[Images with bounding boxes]

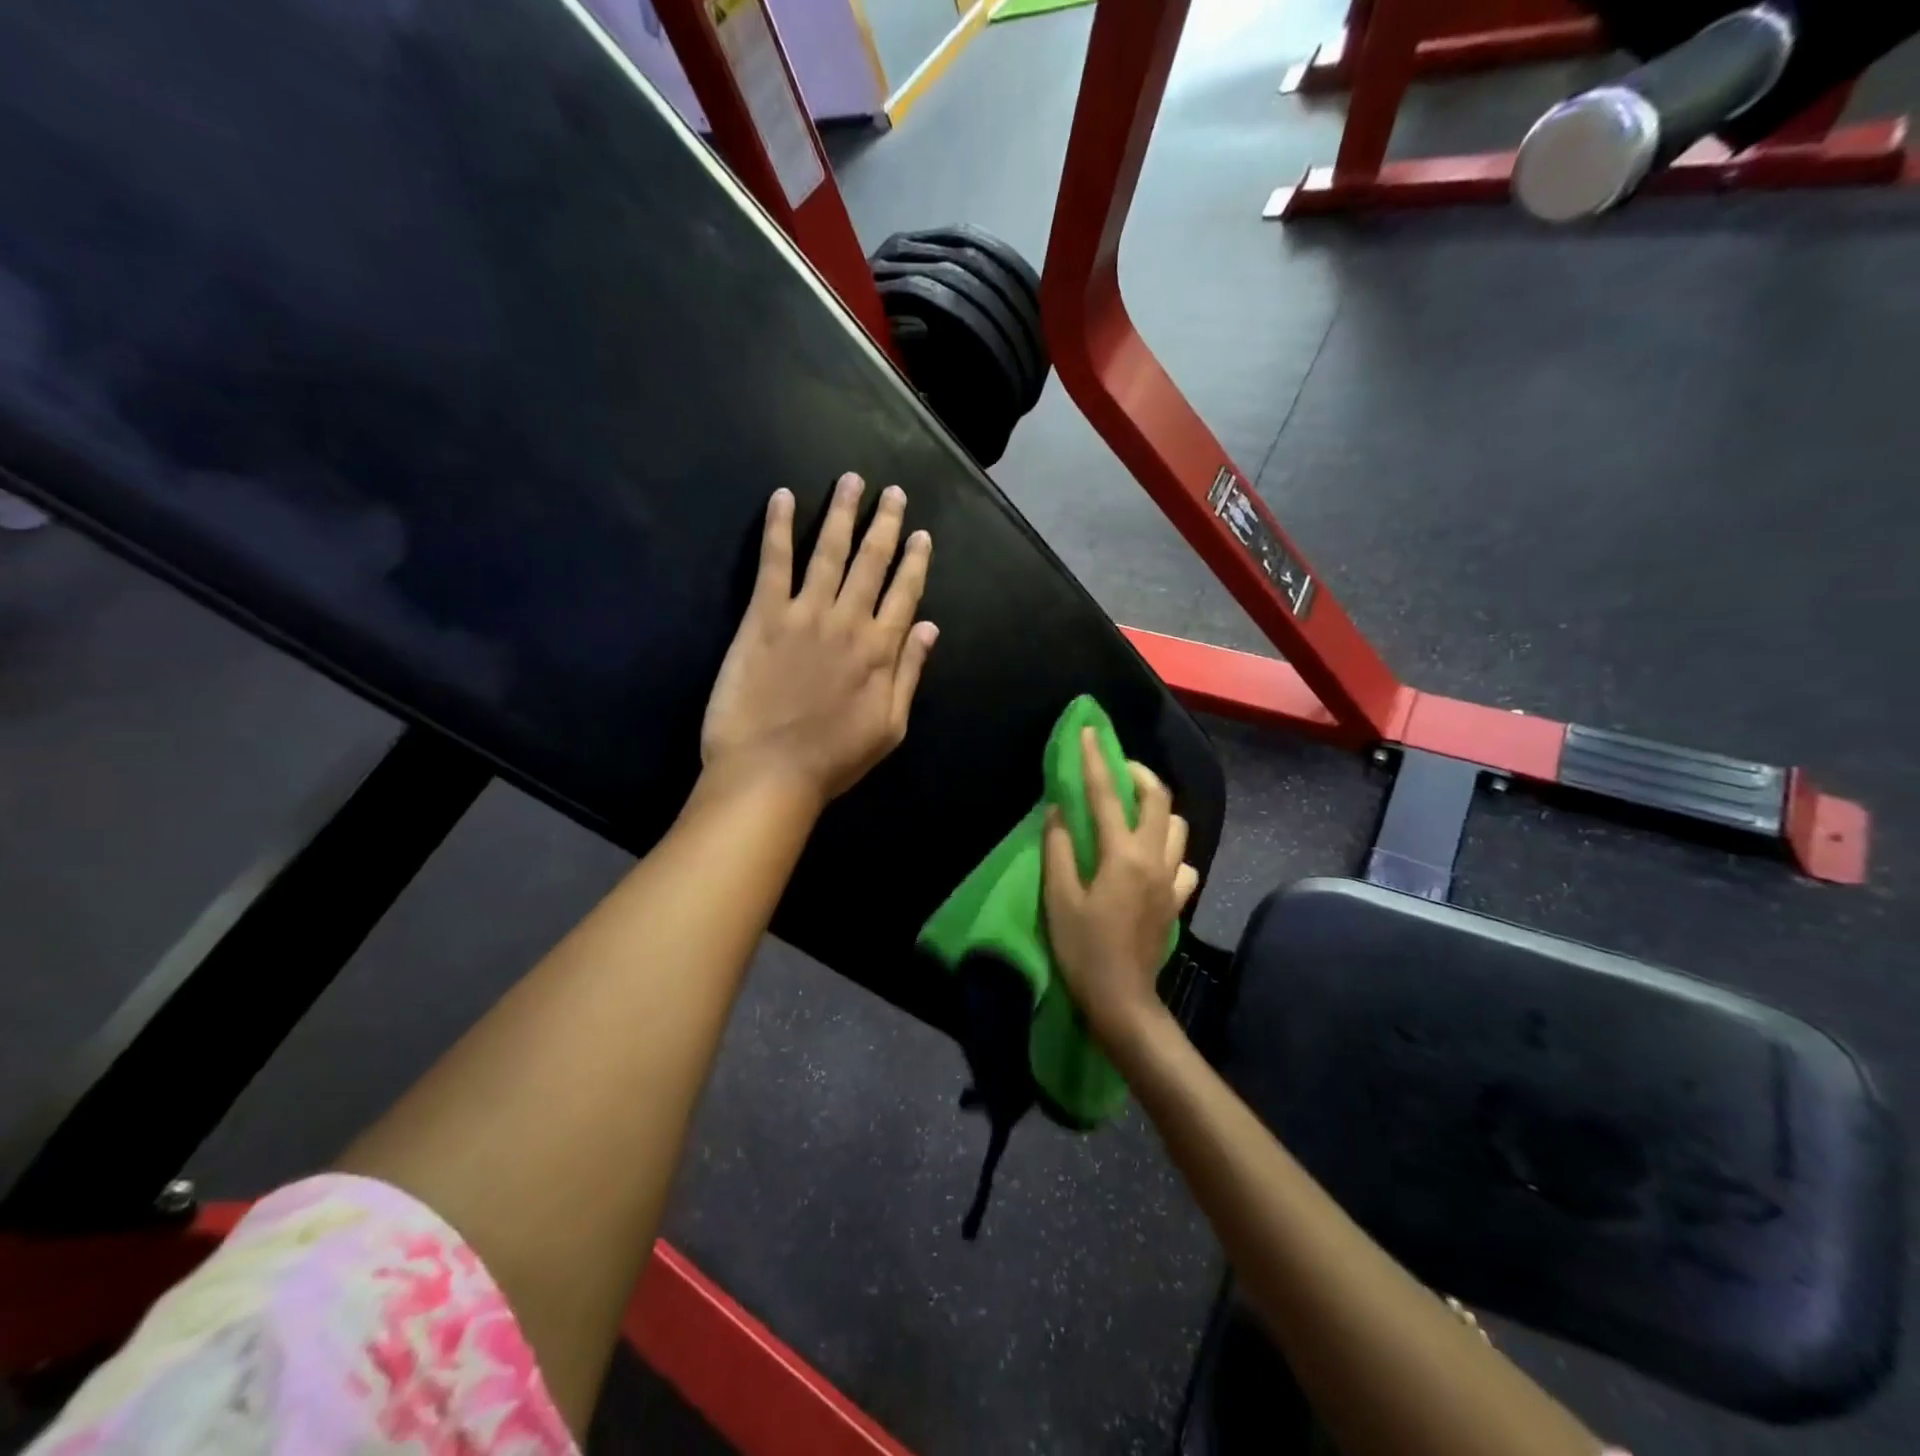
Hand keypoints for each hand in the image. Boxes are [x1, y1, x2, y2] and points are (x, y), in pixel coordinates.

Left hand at [701, 474, 936, 810]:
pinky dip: (780, 527)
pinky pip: (775, 562)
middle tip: (892, 493)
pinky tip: (785, 497)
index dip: (915, 561)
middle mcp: (850, 621)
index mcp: (881, 651)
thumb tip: (929, 628)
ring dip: (843, 513)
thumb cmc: (834, 759)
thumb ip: (909, 674)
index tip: (921, 535)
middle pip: (872, 562)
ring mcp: (806, 614)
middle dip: (885, 524)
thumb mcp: (889, 728)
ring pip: (830, 552)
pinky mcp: (765, 616)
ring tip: (852, 481)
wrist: (770, 771)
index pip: (905, 593)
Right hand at [1043, 729, 1198, 1044]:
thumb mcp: (1058, 898)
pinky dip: (1169, 848)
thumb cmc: (1082, 949)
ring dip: (1158, 808)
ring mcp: (1170, 879)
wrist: (1121, 999)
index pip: (1107, 795)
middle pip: (1159, 799)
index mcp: (1122, 855)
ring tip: (1134, 810)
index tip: (1089, 732)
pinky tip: (1151, 856)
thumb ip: (1059, 848)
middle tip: (1117, 767)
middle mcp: (1154, 859)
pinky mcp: (1175, 900)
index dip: (1096, 759)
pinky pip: (1183, 861)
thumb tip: (1059, 810)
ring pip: (1179, 826)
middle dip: (1139, 773)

__AIM OF THE EXERCISE__: For the entries above, transcribe precisely the lines from the one with "wrist: (770, 771)" through the end, including both.

__SOLUTION__:
wrist: (770, 771)
index pip: (905, 593)
Right hand at [1043, 729, 1198, 1044]:
thumb mcp: (1058, 898)
pinky dip: (1169, 848)
thumb cmc: (1082, 949)
ring dip: (1158, 808)
ring mcp: (1170, 879)
wrist: (1121, 999)
index pip: (1107, 795)
middle pip: (1159, 799)
index mcp: (1122, 855)
ring tip: (1134, 810)
index tip: (1089, 732)
pinky tip: (1151, 856)
thumb ip: (1059, 848)
middle tip: (1117, 767)
middle mcp: (1154, 859)
pinky mcp: (1175, 900)
index dip: (1096, 759)
pinky pip: (1183, 861)
thumb tip: (1059, 810)
ring pip: (1179, 826)
middle dip: (1139, 773)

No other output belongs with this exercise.